Mini-Series on Sleep: Part Two

Last week we touched on the importance of developing a sleep schedule. That is a great place to start but that is not the only thing that will help you get the healthy sleep you need. 



Developing an evening time routine that helps with winding down can also be very beneficial. This will look different for different people, the important part is to develop a routine that works for you. Individuals that are struggling with not being able to "turn off" their brain to fall asleep may benefit most from developing a wind down routine.

Do you need to start winding down 30 minutes before bed? An hour?

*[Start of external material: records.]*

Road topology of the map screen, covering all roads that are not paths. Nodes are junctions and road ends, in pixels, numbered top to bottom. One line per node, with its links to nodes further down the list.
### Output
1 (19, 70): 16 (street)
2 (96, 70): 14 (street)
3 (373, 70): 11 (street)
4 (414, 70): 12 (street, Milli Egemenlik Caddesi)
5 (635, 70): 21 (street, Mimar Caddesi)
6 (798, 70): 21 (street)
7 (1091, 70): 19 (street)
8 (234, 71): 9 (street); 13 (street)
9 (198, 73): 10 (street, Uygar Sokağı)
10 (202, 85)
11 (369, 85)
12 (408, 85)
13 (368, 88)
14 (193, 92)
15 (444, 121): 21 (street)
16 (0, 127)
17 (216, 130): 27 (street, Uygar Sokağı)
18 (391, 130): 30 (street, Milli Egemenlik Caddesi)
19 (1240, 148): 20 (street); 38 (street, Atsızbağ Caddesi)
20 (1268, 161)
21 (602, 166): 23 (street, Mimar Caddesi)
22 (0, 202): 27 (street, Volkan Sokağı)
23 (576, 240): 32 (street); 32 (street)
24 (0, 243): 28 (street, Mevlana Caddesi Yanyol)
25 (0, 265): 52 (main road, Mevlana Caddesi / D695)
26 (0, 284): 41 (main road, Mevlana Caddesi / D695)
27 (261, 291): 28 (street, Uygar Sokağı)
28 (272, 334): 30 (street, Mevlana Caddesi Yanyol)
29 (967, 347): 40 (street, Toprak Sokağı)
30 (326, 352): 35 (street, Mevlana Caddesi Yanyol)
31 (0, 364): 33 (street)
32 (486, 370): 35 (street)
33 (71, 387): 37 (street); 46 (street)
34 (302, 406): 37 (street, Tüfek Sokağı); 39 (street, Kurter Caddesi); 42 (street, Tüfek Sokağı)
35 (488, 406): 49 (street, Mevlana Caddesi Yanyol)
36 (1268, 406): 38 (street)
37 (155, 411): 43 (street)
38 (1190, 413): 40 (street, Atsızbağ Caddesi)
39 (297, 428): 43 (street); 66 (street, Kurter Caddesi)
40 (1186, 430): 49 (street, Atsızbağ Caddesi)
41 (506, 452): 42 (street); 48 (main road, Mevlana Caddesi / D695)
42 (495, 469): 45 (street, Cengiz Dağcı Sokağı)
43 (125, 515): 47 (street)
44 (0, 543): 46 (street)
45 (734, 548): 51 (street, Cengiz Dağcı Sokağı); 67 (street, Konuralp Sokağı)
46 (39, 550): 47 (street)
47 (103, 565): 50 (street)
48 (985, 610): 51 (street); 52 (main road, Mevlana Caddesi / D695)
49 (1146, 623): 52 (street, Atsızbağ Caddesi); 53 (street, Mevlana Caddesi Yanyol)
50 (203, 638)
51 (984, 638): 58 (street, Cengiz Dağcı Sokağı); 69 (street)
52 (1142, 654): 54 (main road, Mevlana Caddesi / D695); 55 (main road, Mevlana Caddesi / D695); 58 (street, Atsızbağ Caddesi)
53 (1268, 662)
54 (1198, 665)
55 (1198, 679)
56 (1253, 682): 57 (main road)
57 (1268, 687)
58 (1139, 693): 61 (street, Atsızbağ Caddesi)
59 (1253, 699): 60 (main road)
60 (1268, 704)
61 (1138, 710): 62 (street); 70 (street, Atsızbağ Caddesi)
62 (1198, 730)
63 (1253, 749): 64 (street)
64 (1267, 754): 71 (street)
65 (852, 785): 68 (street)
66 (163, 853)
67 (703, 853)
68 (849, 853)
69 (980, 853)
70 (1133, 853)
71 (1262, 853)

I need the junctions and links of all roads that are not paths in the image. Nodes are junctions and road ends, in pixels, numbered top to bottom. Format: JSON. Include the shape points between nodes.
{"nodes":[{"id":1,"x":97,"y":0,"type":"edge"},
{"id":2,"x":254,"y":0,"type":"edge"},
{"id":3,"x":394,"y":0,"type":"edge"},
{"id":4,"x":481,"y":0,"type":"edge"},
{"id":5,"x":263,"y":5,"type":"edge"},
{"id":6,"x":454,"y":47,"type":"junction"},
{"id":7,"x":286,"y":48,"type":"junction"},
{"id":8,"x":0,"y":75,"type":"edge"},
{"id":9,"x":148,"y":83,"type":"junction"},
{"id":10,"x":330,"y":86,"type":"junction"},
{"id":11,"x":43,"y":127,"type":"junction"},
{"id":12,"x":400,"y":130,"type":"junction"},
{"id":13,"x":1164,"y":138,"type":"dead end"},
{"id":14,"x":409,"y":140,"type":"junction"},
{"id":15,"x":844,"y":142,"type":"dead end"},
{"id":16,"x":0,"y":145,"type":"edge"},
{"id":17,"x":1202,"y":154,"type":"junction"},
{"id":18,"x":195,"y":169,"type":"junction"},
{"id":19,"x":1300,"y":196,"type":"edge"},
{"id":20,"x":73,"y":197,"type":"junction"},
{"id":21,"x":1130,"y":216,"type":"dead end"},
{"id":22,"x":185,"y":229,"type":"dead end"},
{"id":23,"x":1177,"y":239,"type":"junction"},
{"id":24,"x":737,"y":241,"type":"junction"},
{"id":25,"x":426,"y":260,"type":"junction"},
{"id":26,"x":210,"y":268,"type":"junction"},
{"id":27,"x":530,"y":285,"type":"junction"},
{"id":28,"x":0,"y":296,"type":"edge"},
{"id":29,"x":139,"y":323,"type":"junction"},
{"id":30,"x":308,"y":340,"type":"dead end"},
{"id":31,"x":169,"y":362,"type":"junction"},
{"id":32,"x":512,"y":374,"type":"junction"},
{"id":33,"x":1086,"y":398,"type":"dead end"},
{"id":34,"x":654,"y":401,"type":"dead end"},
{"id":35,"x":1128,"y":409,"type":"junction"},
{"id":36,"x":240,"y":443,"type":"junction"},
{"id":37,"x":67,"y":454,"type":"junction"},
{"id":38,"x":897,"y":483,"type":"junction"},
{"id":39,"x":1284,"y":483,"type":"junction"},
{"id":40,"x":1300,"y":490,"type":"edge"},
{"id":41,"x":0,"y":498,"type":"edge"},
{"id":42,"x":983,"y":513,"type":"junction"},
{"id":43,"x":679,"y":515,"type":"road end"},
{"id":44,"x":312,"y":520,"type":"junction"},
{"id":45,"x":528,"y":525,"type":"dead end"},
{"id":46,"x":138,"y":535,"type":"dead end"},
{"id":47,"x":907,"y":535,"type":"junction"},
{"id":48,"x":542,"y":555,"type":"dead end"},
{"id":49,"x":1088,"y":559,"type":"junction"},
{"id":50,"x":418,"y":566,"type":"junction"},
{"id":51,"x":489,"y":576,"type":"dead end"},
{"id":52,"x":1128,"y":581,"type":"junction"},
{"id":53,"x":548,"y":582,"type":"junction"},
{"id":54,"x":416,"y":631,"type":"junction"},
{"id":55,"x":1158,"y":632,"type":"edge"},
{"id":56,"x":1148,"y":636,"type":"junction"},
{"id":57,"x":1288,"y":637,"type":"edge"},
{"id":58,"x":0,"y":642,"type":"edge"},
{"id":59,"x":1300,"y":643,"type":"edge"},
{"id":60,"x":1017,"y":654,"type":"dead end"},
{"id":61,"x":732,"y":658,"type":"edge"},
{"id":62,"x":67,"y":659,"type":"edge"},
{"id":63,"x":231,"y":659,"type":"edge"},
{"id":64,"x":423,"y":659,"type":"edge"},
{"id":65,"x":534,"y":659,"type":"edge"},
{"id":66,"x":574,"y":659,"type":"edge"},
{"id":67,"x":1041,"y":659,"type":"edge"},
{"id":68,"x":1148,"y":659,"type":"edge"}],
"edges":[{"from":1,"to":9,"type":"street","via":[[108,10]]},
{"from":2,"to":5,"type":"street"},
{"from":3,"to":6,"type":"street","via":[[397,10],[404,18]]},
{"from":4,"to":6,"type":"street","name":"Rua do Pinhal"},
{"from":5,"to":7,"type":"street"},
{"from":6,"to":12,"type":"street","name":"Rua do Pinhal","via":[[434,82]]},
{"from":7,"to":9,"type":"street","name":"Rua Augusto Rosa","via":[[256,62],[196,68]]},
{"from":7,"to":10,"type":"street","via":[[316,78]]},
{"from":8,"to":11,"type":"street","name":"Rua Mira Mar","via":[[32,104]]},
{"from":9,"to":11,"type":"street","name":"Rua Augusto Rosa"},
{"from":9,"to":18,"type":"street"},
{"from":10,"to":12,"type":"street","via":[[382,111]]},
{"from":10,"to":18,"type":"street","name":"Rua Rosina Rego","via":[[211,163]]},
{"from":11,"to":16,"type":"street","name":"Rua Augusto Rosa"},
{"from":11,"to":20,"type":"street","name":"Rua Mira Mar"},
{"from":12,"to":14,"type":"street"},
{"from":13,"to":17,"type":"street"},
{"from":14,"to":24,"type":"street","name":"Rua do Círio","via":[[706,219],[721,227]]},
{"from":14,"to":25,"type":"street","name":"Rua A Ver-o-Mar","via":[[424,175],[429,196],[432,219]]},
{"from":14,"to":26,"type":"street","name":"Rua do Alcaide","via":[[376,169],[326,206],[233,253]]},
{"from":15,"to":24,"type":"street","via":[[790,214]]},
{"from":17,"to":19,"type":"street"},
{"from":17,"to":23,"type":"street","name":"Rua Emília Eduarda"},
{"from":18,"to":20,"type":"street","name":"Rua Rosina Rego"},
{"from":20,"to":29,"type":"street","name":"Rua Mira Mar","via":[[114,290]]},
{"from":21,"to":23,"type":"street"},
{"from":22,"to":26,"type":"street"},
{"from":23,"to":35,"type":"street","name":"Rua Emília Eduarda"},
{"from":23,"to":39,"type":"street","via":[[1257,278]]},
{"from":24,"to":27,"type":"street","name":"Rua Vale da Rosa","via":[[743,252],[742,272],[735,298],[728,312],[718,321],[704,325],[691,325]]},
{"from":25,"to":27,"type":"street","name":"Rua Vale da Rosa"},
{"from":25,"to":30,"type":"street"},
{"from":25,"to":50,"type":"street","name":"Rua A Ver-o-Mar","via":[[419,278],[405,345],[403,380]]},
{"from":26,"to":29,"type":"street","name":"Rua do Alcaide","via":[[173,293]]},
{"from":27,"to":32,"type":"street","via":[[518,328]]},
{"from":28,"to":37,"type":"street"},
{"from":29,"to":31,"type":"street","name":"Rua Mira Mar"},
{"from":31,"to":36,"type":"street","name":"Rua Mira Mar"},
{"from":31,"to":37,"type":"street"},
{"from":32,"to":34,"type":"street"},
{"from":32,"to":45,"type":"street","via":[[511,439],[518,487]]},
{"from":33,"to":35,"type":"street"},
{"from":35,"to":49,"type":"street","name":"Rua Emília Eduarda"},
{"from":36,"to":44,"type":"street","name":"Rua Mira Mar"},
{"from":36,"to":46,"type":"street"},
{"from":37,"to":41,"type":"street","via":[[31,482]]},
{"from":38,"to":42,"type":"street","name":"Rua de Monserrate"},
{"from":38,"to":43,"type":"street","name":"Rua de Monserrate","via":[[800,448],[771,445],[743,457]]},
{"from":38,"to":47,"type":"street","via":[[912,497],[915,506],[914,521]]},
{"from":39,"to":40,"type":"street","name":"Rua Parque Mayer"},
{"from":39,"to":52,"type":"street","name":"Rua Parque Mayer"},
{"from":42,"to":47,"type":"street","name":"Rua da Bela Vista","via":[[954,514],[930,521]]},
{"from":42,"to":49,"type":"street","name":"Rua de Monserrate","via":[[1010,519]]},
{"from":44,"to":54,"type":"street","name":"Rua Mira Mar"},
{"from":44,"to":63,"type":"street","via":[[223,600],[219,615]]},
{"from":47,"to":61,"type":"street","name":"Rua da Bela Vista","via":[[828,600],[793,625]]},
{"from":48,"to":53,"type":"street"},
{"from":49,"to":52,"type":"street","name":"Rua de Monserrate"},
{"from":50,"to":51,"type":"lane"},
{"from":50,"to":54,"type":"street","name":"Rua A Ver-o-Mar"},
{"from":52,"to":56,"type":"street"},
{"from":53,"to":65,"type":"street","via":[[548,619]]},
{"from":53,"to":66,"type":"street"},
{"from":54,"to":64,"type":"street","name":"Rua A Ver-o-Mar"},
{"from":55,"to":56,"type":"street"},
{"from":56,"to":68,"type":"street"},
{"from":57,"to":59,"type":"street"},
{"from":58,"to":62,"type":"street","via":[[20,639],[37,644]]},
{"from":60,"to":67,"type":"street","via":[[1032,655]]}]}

Two hours? 
Find what works for you, it might take some time to find that sweet spot but it can make a big difference in the quality of sleep that you get. 

As I said this will look different for each person but here are some ideas to get you started:

- take a hot shower

- do some light stretching

- bedtime yoga practice (here's a great 7 minute video)

- meditation

- light reading

- cleaning/tiding up the kitchen or family room

- turn on your essential oil diffuser

- person hygiene activities



So let's put this all together in an example: 

Adrian has decided that to get the right amount of sleep they need to go to bed at 10pm and wake up at 7am. Adrian wants to make sure that when getting in to bed at 10pm they are really ready to fall asleep quickly without ruminating on what happened during the day or what needs to be accomplished tomorrow. 
Starting at 9pm Adrian straightens up the kitchen, wiping down counters if needed and setting out the banana they plan to eat in the morning. Adrian writes down the things they need to do tomorrow and leaves the list with the banana. Adrian grabs the book they have been reading and sets a 20 minute timer to ensure they do not lose track of time. After 20 minutes of reading Adrian heads to the bathroom to floss, wash their face, and brush their teeth. Once hygiene is done Adrian fills up a glass of water to have on the bedside table. Adrian spends 10 minutes doing some stretching and breathing exercises that they have found beneficial. Adrian gets into bed.


Develop your own routine and let us know what works for you!